_REQUIRED ACTION_:
Scan the records for lines with the string "JSON". Say how many there are, and add nothing.

───── AVAILABLE DATA

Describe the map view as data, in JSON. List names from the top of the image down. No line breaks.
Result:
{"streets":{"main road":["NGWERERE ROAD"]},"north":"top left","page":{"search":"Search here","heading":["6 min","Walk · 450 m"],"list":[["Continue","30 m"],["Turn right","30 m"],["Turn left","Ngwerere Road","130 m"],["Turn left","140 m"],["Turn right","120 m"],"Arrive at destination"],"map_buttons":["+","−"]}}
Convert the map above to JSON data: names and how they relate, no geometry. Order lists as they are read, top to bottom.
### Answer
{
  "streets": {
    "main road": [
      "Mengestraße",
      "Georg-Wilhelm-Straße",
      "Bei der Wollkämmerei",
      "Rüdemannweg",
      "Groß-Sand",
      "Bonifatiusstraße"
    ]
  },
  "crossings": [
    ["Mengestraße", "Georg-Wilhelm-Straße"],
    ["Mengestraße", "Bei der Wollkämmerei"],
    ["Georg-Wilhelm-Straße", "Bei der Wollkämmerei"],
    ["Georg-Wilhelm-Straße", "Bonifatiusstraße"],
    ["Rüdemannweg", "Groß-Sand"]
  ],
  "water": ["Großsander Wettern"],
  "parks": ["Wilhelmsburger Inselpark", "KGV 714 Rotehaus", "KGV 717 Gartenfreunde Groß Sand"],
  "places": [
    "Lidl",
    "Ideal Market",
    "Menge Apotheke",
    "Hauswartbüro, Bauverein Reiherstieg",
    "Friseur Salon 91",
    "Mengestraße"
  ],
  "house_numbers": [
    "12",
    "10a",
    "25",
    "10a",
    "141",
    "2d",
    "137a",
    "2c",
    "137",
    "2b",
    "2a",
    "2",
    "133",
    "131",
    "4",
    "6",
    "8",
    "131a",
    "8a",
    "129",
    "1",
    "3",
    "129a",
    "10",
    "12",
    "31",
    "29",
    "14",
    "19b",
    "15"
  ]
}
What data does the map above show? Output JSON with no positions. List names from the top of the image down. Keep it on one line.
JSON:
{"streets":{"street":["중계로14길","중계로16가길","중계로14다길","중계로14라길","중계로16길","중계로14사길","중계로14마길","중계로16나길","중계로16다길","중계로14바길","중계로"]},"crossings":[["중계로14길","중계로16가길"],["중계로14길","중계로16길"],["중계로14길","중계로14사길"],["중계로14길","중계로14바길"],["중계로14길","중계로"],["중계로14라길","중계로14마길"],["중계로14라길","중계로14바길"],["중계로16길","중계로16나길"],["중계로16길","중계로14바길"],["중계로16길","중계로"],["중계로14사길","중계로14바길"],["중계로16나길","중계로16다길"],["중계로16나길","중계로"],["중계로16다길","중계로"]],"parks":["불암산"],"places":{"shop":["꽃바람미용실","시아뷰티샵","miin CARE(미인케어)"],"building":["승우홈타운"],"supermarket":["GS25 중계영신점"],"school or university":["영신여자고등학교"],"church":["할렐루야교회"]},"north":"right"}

──────────

_ANSWER TO THIS TASK_:
4